5. Seçilen kanal genişliklerine sahip bilgisayar destekli tasarım yazılımını kullanarak bir fotoğraf maskesi tasarlayın ve oluşturun. Ek Dosya 1'de örnek bir dosya verilmiştir. Negatif master'dan soyulduktan sonra polidimetilsiloksan (PDMS) büzülmesini hesaba katmak için mikroakışkan maske tasarımını% 1,5 oranında ölçeklendirin.
   NOT: Bir dizi cihaz, genel dizi gofret boyutunu aşmadığı sürece tek bir maskeye dahil edilebilir (Ek Şekil 1A).
6. Mikroakışkan cihaz akımının dört noktalı prob ölçümünü gerçekleştirmek için kullanılacak elektrotlarla bir fotomaske tasarlayın ve oluşturun (Şekil 1D). Ek Dosya 1'de örnek bir dosya verilmiştir.
   NOT: Bir elektrot dizisi, dizi cam kızağın boyutunu aşmadığı sürece tek bir maskeye dahil edilebilir (Ek Şekil 1B).

2. Fabrikasyon cihazları (Şekil 2)

1. Bir cam substrat üzerinde elektrot desenleri hazırlayın.
   1. Pozitif bir fotodirenci düz cam bir slayt üzerine ürün veri sayfasına göre püskürtün, desenleyin ve işleyin. Bu yordamın bir örneği Ek Dosya 2'de özetlenmiştir.
   2. Metal biriktirme, kaldırma ve altın aşındırma işlemlerini gerçekleştirin.
      1. Slayta 75 şTi, 250 şPt ve 250 şAu ince film biriktirme işlemi gerçekleştirin. Elektron tabancası buharlaşmasını kullanan bu prosedürün bir örneği Ek Dosya 3'te özetlenmiştir.
      2. Fazla metalin kaldırılmasını gerçekleştirmek için slaytı 15 dakika boyunca asetona batırın.
      3. Bir duman davlumbazında, Ek Şekil 2'de gösterildiği gibi, mikroakışkan kanala maruz kalacak elektrotların bölgesine altın kazıntıyı dökmek için tek kullanımlık bir pipet kullanın. Slaytın başka bir yerinde kazıntıların düşmesini önlemek için dikkatli olun.
         DİKKAT: Altın kazıma cilt ve göz tahrişine neden olabilir. Buharları solumayın ve yutmayın. Dikkatli kullanın, uygun kişisel koruyucu ekipman (KKD) giyin ve yerel bertaraf yönetmeliklerine göre atıkları atın.
      4. Slaytı deiyonize (DI) suyla durulayın ve kuru azotla (_N2) kurulayın.
   3. Aynı cam slayta birden fazla elektrot basılmışsa, slaytı tek tek yongalara doğrayın.
      1. Desenli elektrot sınırları boyunca slaytı puanlamak için bir cam kesici alet kullanın.
      2. Slaytı tek tek yongalara bölmek için camı skor boyunca kırın.

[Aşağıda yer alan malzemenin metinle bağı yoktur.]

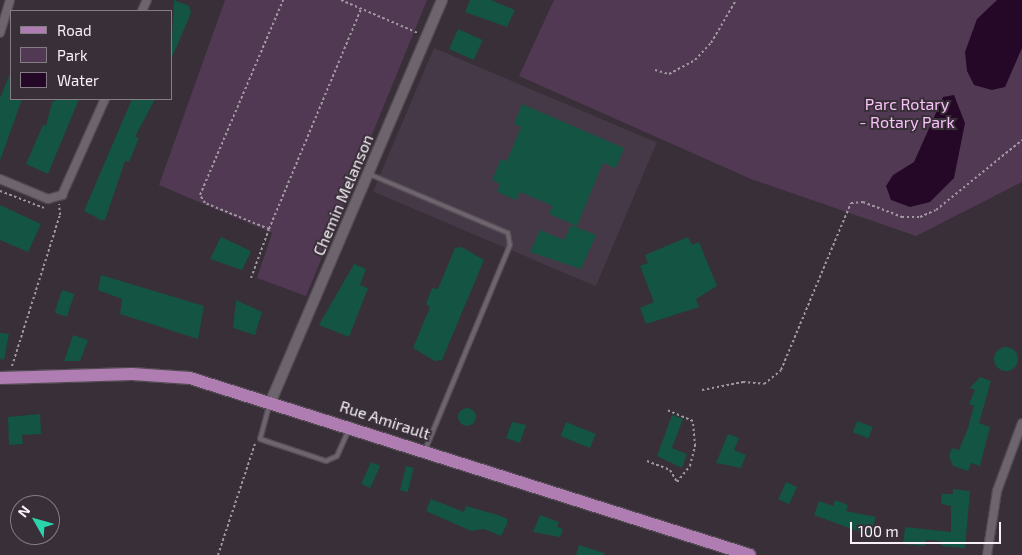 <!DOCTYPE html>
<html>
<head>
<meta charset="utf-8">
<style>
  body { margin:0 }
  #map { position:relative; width:1022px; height:555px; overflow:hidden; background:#382f38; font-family:"Exo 2",sans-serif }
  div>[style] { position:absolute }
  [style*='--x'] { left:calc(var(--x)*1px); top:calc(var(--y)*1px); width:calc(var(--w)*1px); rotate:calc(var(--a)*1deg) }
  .built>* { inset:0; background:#463947; transform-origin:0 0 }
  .green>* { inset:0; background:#523953 }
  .water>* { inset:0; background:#250827 }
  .building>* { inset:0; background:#135443; transform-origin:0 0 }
  .round { border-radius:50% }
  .path>* { height:2px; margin-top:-1px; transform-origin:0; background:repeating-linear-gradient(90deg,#9f989f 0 2.5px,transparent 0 5px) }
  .roads { filter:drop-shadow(1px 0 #534b53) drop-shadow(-1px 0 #534b53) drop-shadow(0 1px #534b53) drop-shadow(0 -1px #534b53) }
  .service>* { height:4px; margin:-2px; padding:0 2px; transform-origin:2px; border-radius:2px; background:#6e646e }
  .minor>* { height:8px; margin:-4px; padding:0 4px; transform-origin:4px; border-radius:4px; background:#6e646e }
  .tertiary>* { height:10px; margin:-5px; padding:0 5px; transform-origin:5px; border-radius:5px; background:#6e646e }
  .primary>* { height:12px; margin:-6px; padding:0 6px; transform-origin:6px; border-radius:6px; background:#b07db2 }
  span { translate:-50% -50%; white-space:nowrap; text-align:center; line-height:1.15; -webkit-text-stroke:4px #382f38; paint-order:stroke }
  .park-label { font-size:16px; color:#fac1fb }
  .street-label { font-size:16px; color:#f7f1f7 }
  .legend { position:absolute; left:10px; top:10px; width:162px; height:90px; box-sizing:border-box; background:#382f38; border:1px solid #847d84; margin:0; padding:6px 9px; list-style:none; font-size:15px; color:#f7f1f7 }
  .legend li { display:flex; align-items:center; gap:10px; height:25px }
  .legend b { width:25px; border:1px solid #847d84 }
  .north { position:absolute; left:10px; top:495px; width:50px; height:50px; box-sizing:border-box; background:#382f38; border:1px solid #847d84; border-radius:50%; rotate:308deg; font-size:14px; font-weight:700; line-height:20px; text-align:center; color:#f7f1f7 }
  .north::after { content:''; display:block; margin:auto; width:18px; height:22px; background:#2ad5ac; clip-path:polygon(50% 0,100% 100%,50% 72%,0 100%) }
  .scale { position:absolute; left:850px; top:522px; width:151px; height:22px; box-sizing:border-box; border:2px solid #f7f1f7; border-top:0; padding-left:6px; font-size:15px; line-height:18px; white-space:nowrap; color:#f7f1f7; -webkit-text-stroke:4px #382f38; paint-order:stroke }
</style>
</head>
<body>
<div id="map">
  <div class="built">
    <i style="left:434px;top:48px;width:242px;height:156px;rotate:23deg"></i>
  </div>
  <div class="green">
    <i style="clip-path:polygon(225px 0,427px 0,306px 296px,257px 278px,272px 233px,159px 185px)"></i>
    <i style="clip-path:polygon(554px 0,1022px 0,1022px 182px,916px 236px,751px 179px,519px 76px)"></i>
  </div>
  <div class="water">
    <i style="clip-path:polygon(997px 0,1022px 0,1022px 48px,1005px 87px,992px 90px,974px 85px,967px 71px,965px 52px,977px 19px)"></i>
    <i style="clip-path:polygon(954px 95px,965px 123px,954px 178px,930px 202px,910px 207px,891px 200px,886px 186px,893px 175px,914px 162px,943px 97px)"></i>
  </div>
  <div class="building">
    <i style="clip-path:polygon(174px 0,189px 6px,191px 13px,171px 60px)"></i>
    <i style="clip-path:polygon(470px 0,491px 0,515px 10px,507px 27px,465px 12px)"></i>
    <i style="left:458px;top:29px;width:27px;height:22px;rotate:24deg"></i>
    <i style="clip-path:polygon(11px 71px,11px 99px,22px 99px,0 161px,0 98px)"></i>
    <i style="clip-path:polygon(58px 99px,79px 99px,48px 174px,26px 164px,43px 125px,46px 126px,52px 102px)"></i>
    <i style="clip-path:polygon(132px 99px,155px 99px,135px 137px,139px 138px,129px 162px,125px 161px,105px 220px,101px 220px,84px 211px)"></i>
    <i style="clip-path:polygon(522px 104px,624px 148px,616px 168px,603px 163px,577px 226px,549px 214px,553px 206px,520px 192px,516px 200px,497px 192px,500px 184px,492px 180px,501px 159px,507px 161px,521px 127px,514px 124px)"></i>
    <i style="clip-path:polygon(0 205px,41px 224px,28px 252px,0 240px)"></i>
    <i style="clip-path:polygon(571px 225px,596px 235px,581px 269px,530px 252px,540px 230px,564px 240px)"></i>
    <i style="clip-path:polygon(221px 237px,251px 251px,242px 270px,210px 259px)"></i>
    <i style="clip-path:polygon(688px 237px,692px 245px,699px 242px,717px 286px,696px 299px,699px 307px,646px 324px,640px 308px,654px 302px,640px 266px,648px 263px,645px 255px)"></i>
    <i style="clip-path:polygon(462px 247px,484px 260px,442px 360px,435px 361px,413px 348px,430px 307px,426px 304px,432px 288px,438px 289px,455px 248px)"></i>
    <i style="clip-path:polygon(354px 264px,366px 269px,360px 285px,368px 288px,349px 337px,319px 325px)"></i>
    <i style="clip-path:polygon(101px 275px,204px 306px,198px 339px,120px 314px,122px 299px,98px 290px)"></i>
    <i style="left:62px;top:290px;width:13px;height:24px;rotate:18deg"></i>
    <i style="clip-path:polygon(236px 300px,262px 312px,255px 335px,233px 328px)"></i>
    <i style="clip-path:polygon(0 333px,9px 334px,4px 360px,0 359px)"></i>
    <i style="clip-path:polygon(73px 335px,88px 340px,80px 361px,64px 361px)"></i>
    <i class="round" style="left:994px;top:347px;width:24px;height:24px"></i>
    <i style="clip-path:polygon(980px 377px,991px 381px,979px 423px,990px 427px,980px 466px,971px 463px,968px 471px,953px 466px,949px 456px,952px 448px,959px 450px,968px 428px,974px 406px,969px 404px,975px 390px,970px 388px)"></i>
    <i class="round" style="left:458px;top:408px;width:18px;height:18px"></i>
    <i style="clip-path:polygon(40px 414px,41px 434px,22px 435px,23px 444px,9px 445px,8px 417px)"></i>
    <i style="clip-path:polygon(672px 415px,683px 419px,672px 448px,687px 454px,682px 468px,657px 456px)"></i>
    <i style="left:857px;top:421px;width:17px;height:12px;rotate:21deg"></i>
    <i style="clip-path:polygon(512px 422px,526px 425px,520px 443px,506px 438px)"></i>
    <i style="left:566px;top:422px;width:32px;height:15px;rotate:22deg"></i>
    <i style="clip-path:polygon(728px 434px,739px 438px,734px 450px,746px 455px,741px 468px,716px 463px)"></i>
    <i style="left:371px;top:462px;width:10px;height:24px;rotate:24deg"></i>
    <i style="left:406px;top:466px;width:8px;height:25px;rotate:14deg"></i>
    <i style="left:786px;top:482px;width:12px;height:19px;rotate:24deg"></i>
    <i style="clip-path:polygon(953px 489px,970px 491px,965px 548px,941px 546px,941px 541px,926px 540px,925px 546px,903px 544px,905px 527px,951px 532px,951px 506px,941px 504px,942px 494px,953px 494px)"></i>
    <i style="clip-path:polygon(431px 499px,464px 512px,466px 506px,498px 515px,507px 519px,507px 524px,501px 536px,484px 529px,471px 531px,426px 511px)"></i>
    <i style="clip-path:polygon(835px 500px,848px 505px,846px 511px,876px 517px,869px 540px,857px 531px,814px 515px,819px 501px,833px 506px)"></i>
    <i style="clip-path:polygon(540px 515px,559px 522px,557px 527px,563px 529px,560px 537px,533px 532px)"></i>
    <i style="clip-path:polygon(579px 545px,604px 553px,604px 555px,576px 555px)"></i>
  </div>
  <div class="path">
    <i style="--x:341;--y:0;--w:84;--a:23.2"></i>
    <i style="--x:655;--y:70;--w:15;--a:16"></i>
    <i style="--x:669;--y:74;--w:30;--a:-28"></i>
    <i style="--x:695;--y:60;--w:23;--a:-47"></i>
    <i style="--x:711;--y:43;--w:50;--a:-59.8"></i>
    <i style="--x:0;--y:191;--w:47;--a:21.1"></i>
    <i style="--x:269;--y:229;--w:238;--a:-67.3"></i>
    <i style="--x:251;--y:278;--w:52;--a:-69.8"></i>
    <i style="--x:269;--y:229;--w:69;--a:-157.9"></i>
    <i style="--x:205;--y:203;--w:9;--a:-122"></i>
    <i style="--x:200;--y:195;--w:212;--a:-66.9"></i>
    <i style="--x:12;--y:366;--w:158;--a:-72.4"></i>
    <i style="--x:60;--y:215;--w:11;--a:-95"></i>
    <i style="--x:702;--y:390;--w:42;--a:-11"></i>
    <i style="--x:743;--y:382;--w:21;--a:5"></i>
    <i style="--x:764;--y:384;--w:22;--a:-39"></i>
    <i style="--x:781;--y:370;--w:181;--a:-67.3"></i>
    <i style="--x:851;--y:203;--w:12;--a:-5"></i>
    <i style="--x:863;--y:202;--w:42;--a:21"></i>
    <i style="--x:902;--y:217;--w:18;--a:0"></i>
    <i style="--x:920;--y:217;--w:17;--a:-24"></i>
    <i style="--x:936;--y:210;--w:111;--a:-39.1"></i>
    <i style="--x:647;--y:461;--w:25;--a:21"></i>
    <i style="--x:670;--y:470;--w:14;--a:60"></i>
    <i style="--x:677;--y:482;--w:21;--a:-51"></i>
    <i style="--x:690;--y:466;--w:21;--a:-76"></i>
    <i style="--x:695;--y:446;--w:25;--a:-95"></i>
    <i style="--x:693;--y:421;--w:28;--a:-157"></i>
    <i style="--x:218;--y:555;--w:117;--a:-71.6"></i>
  </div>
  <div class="roads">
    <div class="service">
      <i style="--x:369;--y:174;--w:151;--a:23"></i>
      <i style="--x:508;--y:233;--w:12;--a:81"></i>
      <i style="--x:510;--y:245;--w:222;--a:112.5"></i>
      <i style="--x:269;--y:406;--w:34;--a:105"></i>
      <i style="--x:260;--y:439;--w:70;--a:18.4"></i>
      <i style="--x:326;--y:461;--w:12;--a:-24"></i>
      <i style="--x:337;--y:456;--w:30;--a:-66"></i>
    </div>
    <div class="minor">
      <i style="--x:142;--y:11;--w:12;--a:-66"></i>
      <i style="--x:0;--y:33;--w:34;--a:-73"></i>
      <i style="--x:0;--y:179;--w:52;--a:22.6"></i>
      <i style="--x:48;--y:199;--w:15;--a:-16"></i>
      <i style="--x:62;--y:195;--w:105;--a:-65.9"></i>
      <i style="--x:987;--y:555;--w:65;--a:-81.1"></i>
      <i style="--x:997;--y:491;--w:72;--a:-69.8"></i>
    </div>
    <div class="tertiary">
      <i style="--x:271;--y:401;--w:436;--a:-66.9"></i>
    </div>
    <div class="primary">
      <i style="--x:0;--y:378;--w:132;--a:-1.7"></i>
      <i style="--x:132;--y:374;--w:58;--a:3.9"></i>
      <i style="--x:190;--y:378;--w:587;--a:17.54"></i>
    </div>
  </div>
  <div class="park-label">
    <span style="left:907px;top:113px">Parc Rotary<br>- Rotary Park</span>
  </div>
  <div class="street-label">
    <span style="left:343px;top:195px;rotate:-67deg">Chemin Melanson</span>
    <span style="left:385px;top:420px;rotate:18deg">Rue Amirault</span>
  </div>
  <ul class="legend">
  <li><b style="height:6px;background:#b07db2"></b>Road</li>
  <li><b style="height:14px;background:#523953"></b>Park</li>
  <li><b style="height:14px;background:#250827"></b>Water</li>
  </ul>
  <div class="north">N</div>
  <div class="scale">100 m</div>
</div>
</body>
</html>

   4. Elektrotları mikroskop altında görsel olarak inceleyin. Tek tek elektrotların elektriksel olarak açık olmadığından veya elektrotların birlikte kısaltılmadığından emin olun.
2. Kanallar için negatif bir ana kalıp imal edin.
   1. Ürün veri sayfasına göre bir SU-8 epoksi direncini cilalı bir silikon gofret üzerine döndürün, desenleyin ve işleyin. Bu yordamın bir örneği Ek Dosya 2'de özetlenmiştir.
   2. Bir profilometre kullanarak özellik yüksekliklerini ölçün ve özellikleri mikroskop altında görsel olarak inceleyin (Ek Şekil 3). İstenilen geometrilerin iyi tanımlandığından emin olun.
3. Yumuşak litografi ile kalıp PDMS kanalları.
   1. Tek kullanımlık bir kapta bir elastomer ve bir çapraz bağlayıcıyı 10:1 kütle oranında tartarak PDMS'yi hazırlayın.
      NOT: Çapı 3 olan bir gofret için 30 g PDMS yeterlidir.
   2. PDMS kabarcıklarla opak olana kadar PDMS'yi tek kullanımlık bir çatalla 30 saniye boyunca kuvvetlice karıştırın.
   3. PDMS'yi bir vakum odasında yaklaşık 30-90 dakika boyunca veya PDMS görünür kabarcıklar olmadan şeffaf hale gelene kadar gazdan arındırın.
   4. Gofreti SU-8 ana kalıbı ile tek kullanımlık bir Petri kabına yerleştirin ve PDMS'yi gofretin ortasına dökün.
   5. PDMS ve gofret içeren Petri kabını bir vakum odasına yerleştirin ve yaklaşık 30 dakika boyunca veya PDMS'de kabarcık kalmayana kadar gazı çözün.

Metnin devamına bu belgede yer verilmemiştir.